Gabriel Obholzer

Personal information
- Nationality: British
- Born: 17 July 2003 (age 23)

Sport
- Country: Great Britain
- Sport: Rowing
- Event: Eight

Medal record
Men's rowing
Representing Great Britain
World Championships
| Silver medal – second place | 2026 Amsterdam | Eight |
World U23 Championships
| Gold medal – first place | 2024 St. Catharines | Eight |
| Gold medal – first place | 2025 Poznan | Eight |

= Gabriel Obholzer =

British rower (born 2003)

Gabriel Obholzer (born 17 July 2003) is a British rower. He was a medalist at the 2026 World Rowing Championships having previously won a gold medal at the World Rowing U23 Championships. He was a winner competing for Cambridge at The Boat Race 2026.

==Biography==
The son of Rupert Obholzer who won an Olympic gold in 1996, and nephew of Anton Obholzer was competed for Great Britain at the Seoul Olympics in 1988, his mother Andrea rowed for Cambridge in the 1991 Boat Race.

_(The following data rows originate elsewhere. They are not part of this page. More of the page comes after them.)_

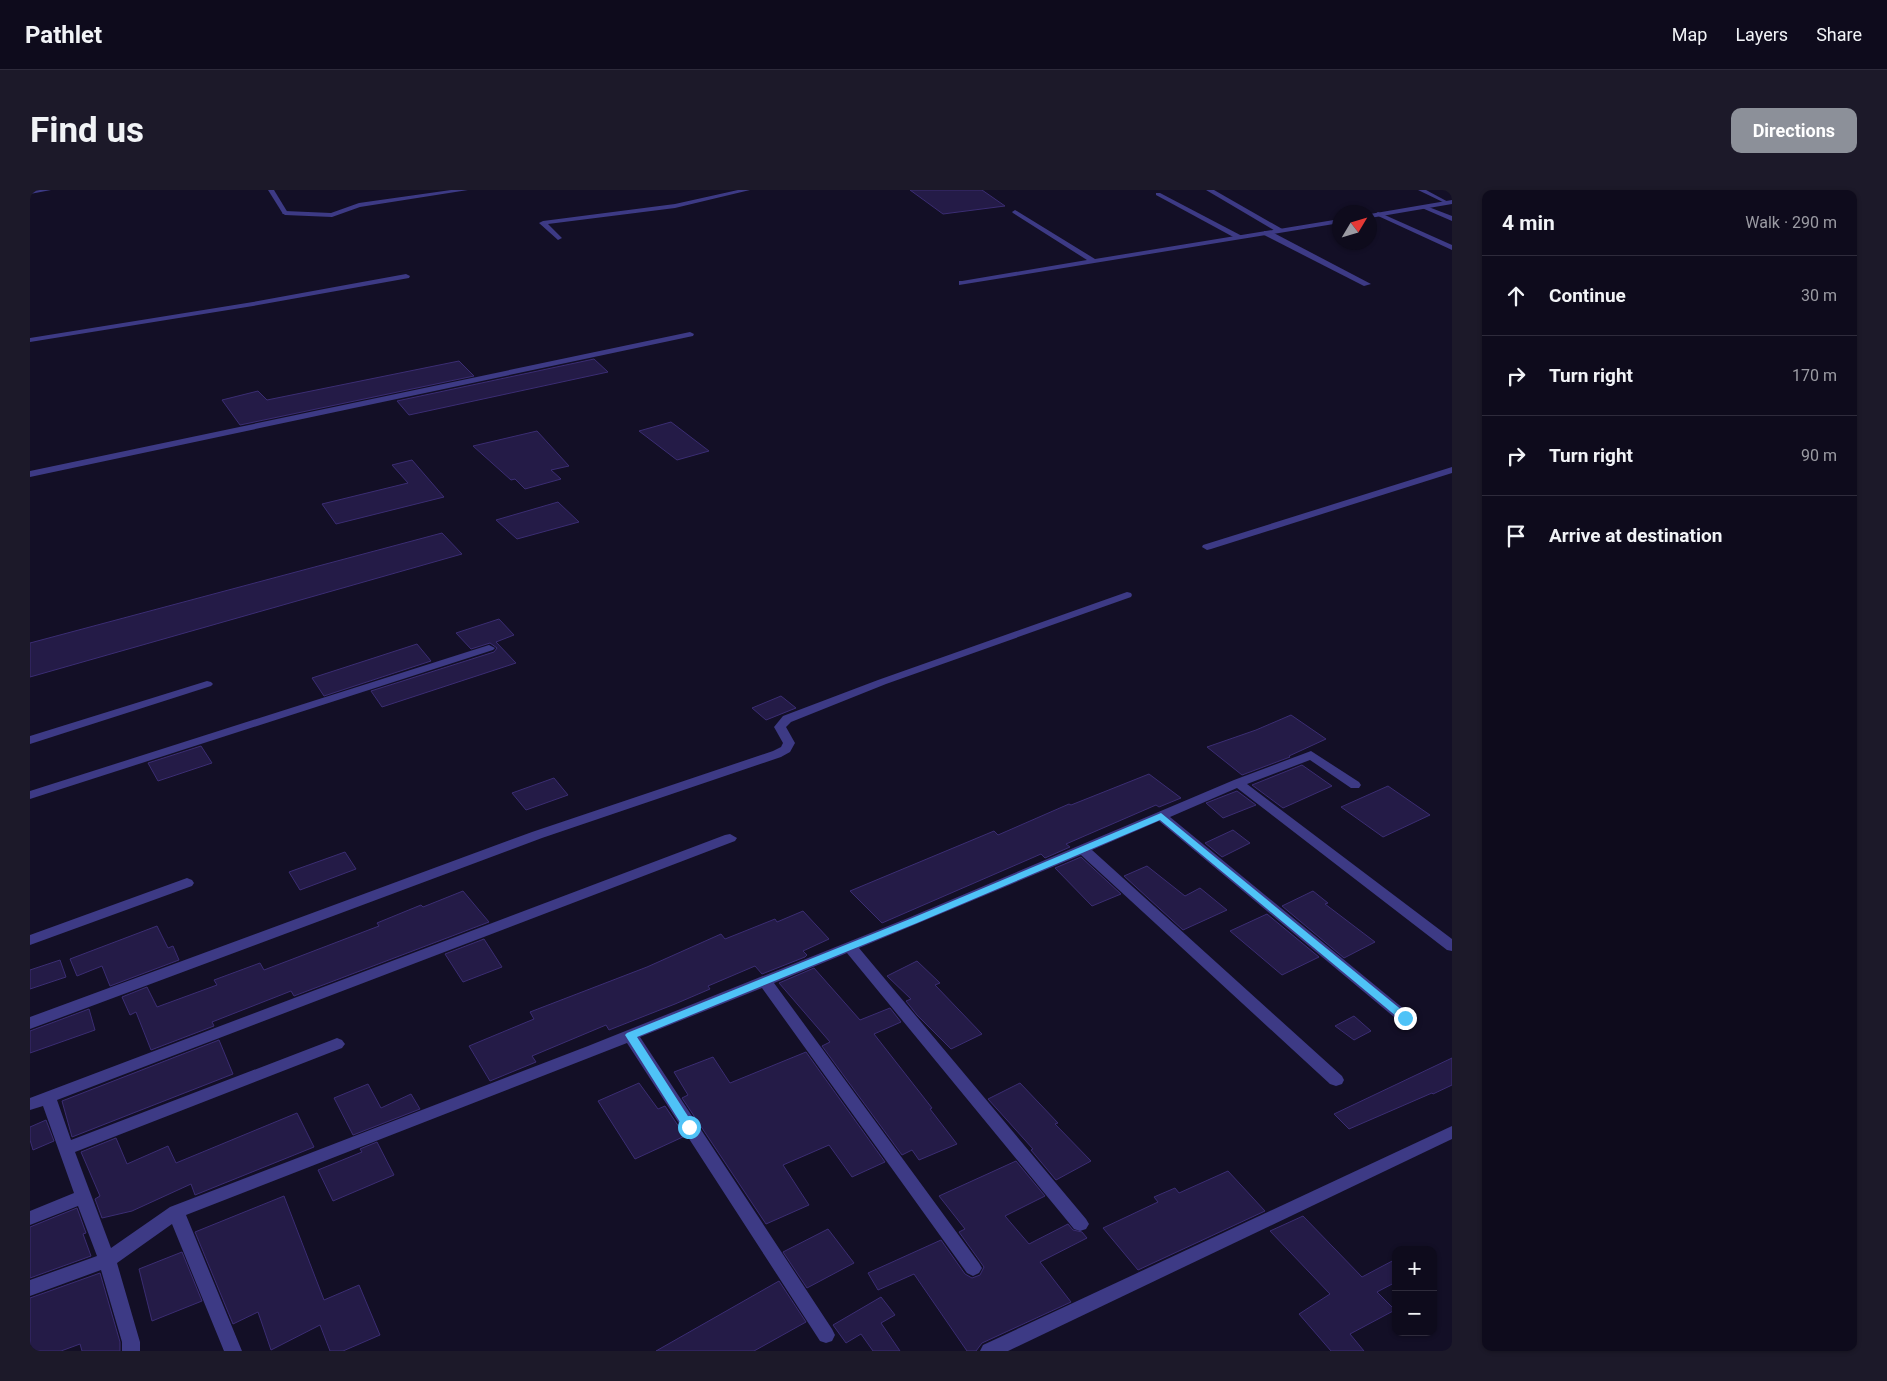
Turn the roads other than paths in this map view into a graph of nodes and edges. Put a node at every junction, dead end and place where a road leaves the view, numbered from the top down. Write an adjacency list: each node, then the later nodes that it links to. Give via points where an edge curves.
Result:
1 (48, 190): 7 (street)
2 (271, 190): 3 (street, via 285,213 332,215 360,205)
3 (465, 190)
4 (747, 190): 18 (street, via 675,206 543,223)
5 (1209, 190): 15 (street)
6 (1421, 190): 9 (street)
7 (30, 192)
8 (1158, 194): 17 (street)
9 (1450, 202): 10 (street)
10 (1424, 207): 12 (street); 13 (street)
11 (1015, 212): 20 (street)
12 (1378, 214): 19 (street)
13 (1452, 219)
14 (1332, 222): 15 (street)
15 (1280, 230): 16 (street)
16 (1267, 233): 17 (street); 23 (street)
17 (1240, 237): 20 (street)
18 (558, 238)
19 (1452, 248)
20 (1094, 261): 22 (street)
21 (406, 276): 25 (street)
22 (962, 283)
23 (1367, 284)
24 (690, 334): 27 (street)
25 (30, 340)
26 (1452, 470): 28 (street)
27 (30, 474)
28 (1207, 547)
29 (1127, 595): 45 (street, via 787,719 780,727 789,743 777,754 537,835)
30 (489, 648): 35 (street)
31 (207, 684): 32 (street)
32 (30, 740)
33 (1238, 783): 34 (street, via 1311,755); 36 (street); 41 (street)
34 (1355, 785)
35 (30, 795)
36 (1161, 816): 38 (street); 44 (street)
37 (730, 838): 49 (street)
38 (1083, 849): 42 (street); 48 (street)
39 (187, 883): 40 (street)
40 (30, 940)
41 (1452, 946)
42 (850, 947): 43 (street); 56 (street)
43 (765, 981): 46 (street); 58 (street)
44 (1405, 1018)
45 (30, 1023)
46 (630, 1035): 54 (street); 60 (street)
47 (337, 1044): 52 (street)
48 (1336, 1080)
49 (48, 1097): 50 (street); 52 (street)
50 (30, 1104)
51 (1452, 1132): 63 (street)
52 (66, 1149): 53 (street)
53 (83, 1197): 55 (street); 57 (street)
54 (176, 1212): 57 (street); 62 (street)
55 (30, 1218)
56 (1080, 1224)
57 (107, 1260): 59 (street); 61 (street)
58 (973, 1268)
59 (30, 1288)
60 (826, 1335)
61 (131, 1351)
62 (232, 1351)
63 (989, 1351)

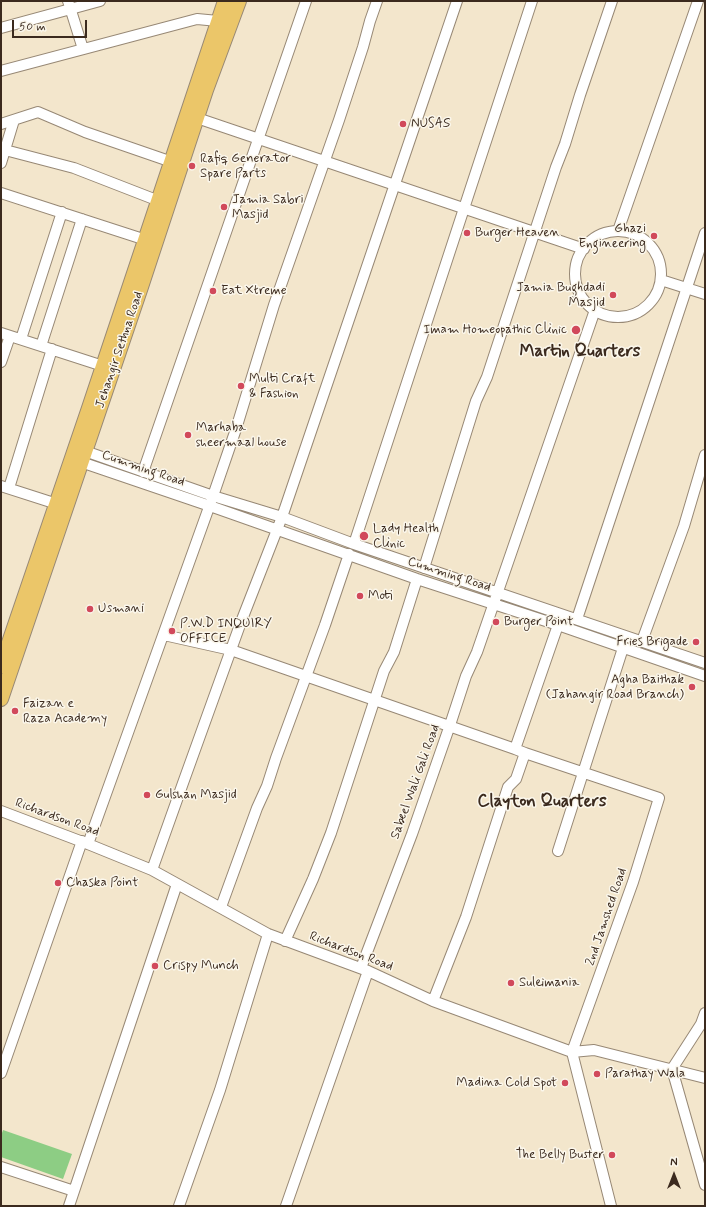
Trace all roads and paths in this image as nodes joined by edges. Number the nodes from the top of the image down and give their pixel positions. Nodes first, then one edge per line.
1 (100, 1) edge
2 (225, 1) edge
3 (239, 1) edge
4 (306, 1) edge
5 (377, 1) edge
6 (457, 1) edge
7 (532, 1) edge
8 (612, 1) edge
9 (698, 1) edge
10 (70, 5) edge
11 (218, 21) junction
12 (1, 28) edge
13 (83, 49) junction
14 (1, 71) edge
15 (197, 118) junction
16 (14, 120) junction
17 (1, 124) edge
18 (258, 139) junction
19 (5, 150) junction
20 (325, 161) junction
21 (172, 162) junction
22 (1, 163) edge
23 (394, 185) junction
24 (1, 193) edge
25 (159, 201) junction
26 (464, 208) junction
27 (62, 212) junction
28 (82, 219) junction
29 (618, 231) junction
30 (535, 233) junction
31 (705, 233) edge
32 (146, 240) junction
33 (584, 249) junction
34 (661, 280) junction
35 (687, 288) junction
36 (705, 294) edge
37 (595, 310) junction
38 (6, 334) edge
39 (21, 339) junction
40 (41, 346) junction
41 (52, 349) junction
42 (1, 362) edge
43 (103, 366) junction
44 (78, 455) junction
45 (705, 455) edge
46 (143, 472) junction
47 (5, 487) edge
48 (213, 496) junction
49 (57, 504) junction
50 (210, 506) junction
51 (282, 517) junction
52 (276, 530) junction
53 (354, 544) junction
54 (349, 554) junction
55 (424, 568) junction
56 (417, 579) junction
57 (498, 592) junction
58 (494, 604) junction
59 (577, 619) junction
60 (558, 625) junction
61 (164, 635) junction
62 (5, 640) edge
63 (642, 641) junction
64 (623, 648) junction
65 (231, 650) junction
66 (705, 663) edge
67 (1, 666) edge
68 (306, 676) junction
69 (705, 676) edge
70 (1, 699) edge
71 (375, 700) junction
72 (450, 725) junction
73 (515, 749) junction
74 (525, 753) junction
75 (583, 773) junction
76 (1, 811) edge
77 (85, 842) junction
78 (558, 851) dead end
79 (152, 870) junction
80 (177, 884) junction
81 (221, 907) junction
82 (268, 934) junction
83 (285, 941) junction
84 (365, 969) junction
85 (433, 1001) junction
86 (705, 1013) edge
87 (572, 1052) junction
88 (672, 1069) junction
89 (1, 1073) edge
90 (705, 1078) edge
91 (1, 1167) edge
92 (705, 1185) edge
93 (74, 1191) junction
94 (69, 1206) edge
95 (179, 1206) edge
96 (286, 1206) edge
97 (611, 1206) edge

1 - 10 street
2 - 11 highway, Jehangir Sethna Road
3 - 15 highway, Jehangir Sethna Road
4 - 18 street
5 - 20 street
6 - 23 street
7 - 26 street
8 - 30 street
9 - 29 street
10 - 12 street
10 - 13 street
11 - 13 street
11 - 21 highway, Jehangir Sethna Road
13 - 14 street
15 - 18 street
15 - 44 highway, Jehangir Sethna Road
16 - 17 street
16 - 19 street
16 - 21 street
18 - 20 street
18 - 46 street
19 - 22 street
19 - 25 street
20 - 23 street
20 - 48 street
21 - 25 highway, Jehangir Sethna Road
23 - 26 street
23 - 51 street
24 - 27 street
25 - 32 highway, Jehangir Sethna Road
26 - 30 street
26 - 53 street
27 - 28 street
27 - 39 street
28 - 32 street
28 - 40 street
29 - 33 street
29 - 34 street
30 - 33 street
30 - 55 street
31 - 35 street
32 - 43 highway, Jehangir Sethna Road
33 - 37 street
34 - 35 street
34 - 37 street
35 - 36 street
35 - 59 street
37 - 57 street, Sabeel Wali Gali Road
38 - 39 street
38 - 42 street
39 - 40 street
40 - 41 street
41 - 43 street
41 - 47 street
43 - 44 highway, Jehangir Sethna Road
44 - 46 street, Cumming Road
44 - 49 highway, Jehangir Sethna Road
44 - 50 street, Cumming Road
44 - 70 highway, Jehangir Sethna Road
45 - 63 street
46 - 48 street, Cumming Road
47 - 49 street
48 - 50 street
48 - 51 street, Cumming Road
49 - 62 highway, Jehangir Sethna Road
50 - 52 street, Cumming Road
50 - 61 street
51 - 52 street
51 - 53 street, Cumming Road
52 - 54 street, Cumming Road
52 - 65 street
53 - 55 street, Cumming Road
54 - 56 street, Cumming Road
54 - 68 street
55 - 57 street, Cumming Road
56 - 58 street, Cumming Road
56 - 71 street
57 - 58 street, Sabeel Wali Gali Road
57 - 59 street, Cumming Road
58 - 60 street, Cumming Road
58 - 72 street, Sabeel Wali Gali Road
59 - 63 street, Cumming Road
60 - 64 street, Cumming Road
60 - 73 street
61 - 65 street
61 - 77 street
62 - 67 highway, Jehangir Sethna Road
63 - 66 street, Cumming Road
64 - 69 street, Cumming Road
64 - 75 street
65 - 68 street
65 - 79 street
68 - 71 street
68 - 81 street
71 - 72 street
71 - 83 street
72 - 73 street
72 - 84 street, Sabeel Wali Gali Road
73 - 74 street
74 - 75 street
74 - 85 street
75 - 78 street
75 - 87 street, 2nd Jamshed Road
76 - 77 street, Richardson Road
77 - 79 street, Richardson Road
77 - 89 street
79 - 80 street, Richardson Road
80 - 81 street, Richardson Road
80 - 93 street
81 - 82 street, Richardson Road
82 - 83 street, Richardson Road
82 - 95 street
83 - 84 street, Richardson Road
84 - 85 street, Richardson Road
84 - 96 street, Sabeel Wali Gali Road
85 - 87 street, Richardson Road
86 - 88 street
87 - 88 street, Richardson Road
87 - 97 street
88 - 90 street, Richardson Road
88 - 92 street
91 - 93 street
93 - 94 street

Obholzer was educated at Radnor House School, Twickenham and rowed at Tideway Scullers School from the age of 11 years-old. He broke the British junior record at the British Rowing Indoor Championships as a teenager in 2020.

Obholzer spent four years studying and competing at Harvard University in the United States and later competed for Cambridge University and was a member of the winning boat at the The Boat Race 2026. He was a gold medalist competing in the men’s eight at the World Rowing U23 Championships in 2024 and 2025.

Obholzer won a silver medal at the 2026 World Rowing Championships in Amsterdam, in August 2026 as part of the men's eight.